━━━ LISTED ENTRIES

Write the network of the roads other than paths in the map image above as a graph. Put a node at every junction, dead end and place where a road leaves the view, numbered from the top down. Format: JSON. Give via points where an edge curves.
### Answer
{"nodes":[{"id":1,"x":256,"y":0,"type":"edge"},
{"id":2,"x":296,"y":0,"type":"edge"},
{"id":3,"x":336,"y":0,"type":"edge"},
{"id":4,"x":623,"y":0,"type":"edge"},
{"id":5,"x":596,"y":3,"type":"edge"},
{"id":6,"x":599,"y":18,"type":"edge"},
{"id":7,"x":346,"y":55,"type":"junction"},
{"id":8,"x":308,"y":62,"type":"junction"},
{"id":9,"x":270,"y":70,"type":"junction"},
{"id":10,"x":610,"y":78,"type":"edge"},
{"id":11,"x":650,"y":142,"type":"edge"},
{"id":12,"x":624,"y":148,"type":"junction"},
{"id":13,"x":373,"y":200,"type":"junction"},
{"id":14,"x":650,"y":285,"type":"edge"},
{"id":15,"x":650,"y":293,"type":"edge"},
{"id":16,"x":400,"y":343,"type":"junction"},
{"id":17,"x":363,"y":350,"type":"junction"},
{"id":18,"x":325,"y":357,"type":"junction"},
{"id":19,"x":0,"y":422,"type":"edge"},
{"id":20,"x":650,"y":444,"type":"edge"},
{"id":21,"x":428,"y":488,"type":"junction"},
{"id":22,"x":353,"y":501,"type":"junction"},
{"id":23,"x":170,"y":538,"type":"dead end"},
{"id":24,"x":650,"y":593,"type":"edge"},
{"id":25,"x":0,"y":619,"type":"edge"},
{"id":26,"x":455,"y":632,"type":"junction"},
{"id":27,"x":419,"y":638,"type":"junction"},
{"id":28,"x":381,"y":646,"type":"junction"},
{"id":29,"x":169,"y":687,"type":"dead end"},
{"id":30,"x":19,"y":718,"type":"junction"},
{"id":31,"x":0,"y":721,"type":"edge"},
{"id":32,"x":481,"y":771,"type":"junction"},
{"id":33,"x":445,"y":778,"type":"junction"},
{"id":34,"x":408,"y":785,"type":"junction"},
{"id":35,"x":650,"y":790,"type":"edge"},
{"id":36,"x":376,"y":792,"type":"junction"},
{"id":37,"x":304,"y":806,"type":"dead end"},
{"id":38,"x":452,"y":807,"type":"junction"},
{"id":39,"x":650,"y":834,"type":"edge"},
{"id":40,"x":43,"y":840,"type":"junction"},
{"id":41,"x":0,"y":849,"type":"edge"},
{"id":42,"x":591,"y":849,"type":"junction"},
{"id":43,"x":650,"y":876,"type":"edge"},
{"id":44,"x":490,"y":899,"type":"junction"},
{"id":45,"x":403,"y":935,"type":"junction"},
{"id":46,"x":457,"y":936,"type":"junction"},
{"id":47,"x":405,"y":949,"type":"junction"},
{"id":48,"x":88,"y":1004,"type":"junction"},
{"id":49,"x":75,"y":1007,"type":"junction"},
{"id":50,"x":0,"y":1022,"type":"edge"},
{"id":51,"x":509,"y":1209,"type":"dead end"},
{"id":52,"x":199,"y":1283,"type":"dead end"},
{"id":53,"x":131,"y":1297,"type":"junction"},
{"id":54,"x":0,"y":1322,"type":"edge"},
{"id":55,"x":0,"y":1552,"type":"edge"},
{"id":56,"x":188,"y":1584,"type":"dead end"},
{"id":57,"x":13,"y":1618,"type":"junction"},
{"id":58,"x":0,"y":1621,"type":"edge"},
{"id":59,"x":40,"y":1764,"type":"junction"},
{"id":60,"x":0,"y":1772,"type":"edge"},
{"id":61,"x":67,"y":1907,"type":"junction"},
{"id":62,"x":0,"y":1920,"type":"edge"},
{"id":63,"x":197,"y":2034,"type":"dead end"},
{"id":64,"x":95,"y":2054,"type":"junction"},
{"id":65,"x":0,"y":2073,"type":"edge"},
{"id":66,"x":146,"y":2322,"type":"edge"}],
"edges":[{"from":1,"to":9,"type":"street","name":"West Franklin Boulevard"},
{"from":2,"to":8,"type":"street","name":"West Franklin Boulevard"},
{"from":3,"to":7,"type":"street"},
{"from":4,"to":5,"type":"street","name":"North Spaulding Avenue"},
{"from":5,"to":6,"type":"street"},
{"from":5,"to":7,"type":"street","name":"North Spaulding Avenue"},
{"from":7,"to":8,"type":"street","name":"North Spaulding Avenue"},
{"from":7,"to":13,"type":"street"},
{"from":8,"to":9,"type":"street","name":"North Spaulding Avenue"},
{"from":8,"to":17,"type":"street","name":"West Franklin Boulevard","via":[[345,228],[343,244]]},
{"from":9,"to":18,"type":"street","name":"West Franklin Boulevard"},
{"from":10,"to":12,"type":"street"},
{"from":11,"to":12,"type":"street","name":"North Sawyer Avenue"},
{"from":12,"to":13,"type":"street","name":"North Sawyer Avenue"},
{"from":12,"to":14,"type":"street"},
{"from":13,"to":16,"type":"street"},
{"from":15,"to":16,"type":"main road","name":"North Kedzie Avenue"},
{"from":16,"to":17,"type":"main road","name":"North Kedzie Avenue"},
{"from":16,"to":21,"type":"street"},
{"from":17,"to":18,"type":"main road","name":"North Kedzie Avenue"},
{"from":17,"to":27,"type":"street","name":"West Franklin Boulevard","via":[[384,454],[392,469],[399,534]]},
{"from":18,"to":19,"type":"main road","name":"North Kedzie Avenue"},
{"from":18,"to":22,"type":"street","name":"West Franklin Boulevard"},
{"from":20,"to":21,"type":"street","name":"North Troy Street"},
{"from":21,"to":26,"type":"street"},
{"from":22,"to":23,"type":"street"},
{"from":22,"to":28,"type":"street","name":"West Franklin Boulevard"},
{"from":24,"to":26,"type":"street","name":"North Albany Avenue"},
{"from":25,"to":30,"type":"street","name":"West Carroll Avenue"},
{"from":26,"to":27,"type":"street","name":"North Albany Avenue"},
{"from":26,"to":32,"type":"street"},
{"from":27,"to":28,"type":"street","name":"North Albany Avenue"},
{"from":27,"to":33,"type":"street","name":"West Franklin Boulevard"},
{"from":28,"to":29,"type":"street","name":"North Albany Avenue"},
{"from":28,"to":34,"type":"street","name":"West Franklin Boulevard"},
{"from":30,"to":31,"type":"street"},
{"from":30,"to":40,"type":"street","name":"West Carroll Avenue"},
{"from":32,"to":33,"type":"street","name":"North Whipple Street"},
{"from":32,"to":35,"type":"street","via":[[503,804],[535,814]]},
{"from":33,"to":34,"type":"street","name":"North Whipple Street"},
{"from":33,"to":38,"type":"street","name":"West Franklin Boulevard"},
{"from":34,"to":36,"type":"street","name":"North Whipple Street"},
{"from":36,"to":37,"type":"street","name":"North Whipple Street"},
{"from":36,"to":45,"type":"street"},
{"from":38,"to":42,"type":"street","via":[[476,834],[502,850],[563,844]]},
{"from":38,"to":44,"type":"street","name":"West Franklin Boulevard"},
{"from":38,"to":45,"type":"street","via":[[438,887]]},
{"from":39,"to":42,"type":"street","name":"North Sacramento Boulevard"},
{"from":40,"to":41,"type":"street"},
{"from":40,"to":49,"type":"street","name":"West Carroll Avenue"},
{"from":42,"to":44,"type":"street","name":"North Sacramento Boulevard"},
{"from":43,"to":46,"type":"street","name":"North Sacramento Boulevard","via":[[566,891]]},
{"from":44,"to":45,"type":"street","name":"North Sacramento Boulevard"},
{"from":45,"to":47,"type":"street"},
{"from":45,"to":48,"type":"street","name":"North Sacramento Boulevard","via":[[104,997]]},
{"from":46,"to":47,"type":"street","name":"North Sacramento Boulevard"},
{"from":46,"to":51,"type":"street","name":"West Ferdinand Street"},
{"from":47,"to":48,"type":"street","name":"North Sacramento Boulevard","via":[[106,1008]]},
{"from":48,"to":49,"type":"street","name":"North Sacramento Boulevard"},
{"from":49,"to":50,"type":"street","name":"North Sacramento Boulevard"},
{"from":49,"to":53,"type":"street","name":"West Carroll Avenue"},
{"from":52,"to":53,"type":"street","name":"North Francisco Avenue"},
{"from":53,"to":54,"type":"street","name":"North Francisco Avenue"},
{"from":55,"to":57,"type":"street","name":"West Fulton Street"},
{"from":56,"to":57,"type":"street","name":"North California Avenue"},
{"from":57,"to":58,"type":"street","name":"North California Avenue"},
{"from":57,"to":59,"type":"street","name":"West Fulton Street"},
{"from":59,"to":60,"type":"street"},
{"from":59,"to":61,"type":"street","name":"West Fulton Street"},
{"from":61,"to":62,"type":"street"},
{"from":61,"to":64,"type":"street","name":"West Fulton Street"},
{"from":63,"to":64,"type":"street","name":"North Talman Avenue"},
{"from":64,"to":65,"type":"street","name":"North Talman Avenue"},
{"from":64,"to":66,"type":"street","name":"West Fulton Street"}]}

━━━━━━

ABOUT THIS TASK: From the records above, return each line that has the string "Albany".

EXERCISE OUTPUT:
{"from":24,"to":26,"type":"street","name":"North Albany Avenue"},
{"from":26,"to":27,"type":"street","name":"North Albany Avenue"},
{"from":27,"to":28,"type":"street","name":"North Albany Avenue"},
{"from":28,"to":29,"type":"street","name":"North Albany Avenue"},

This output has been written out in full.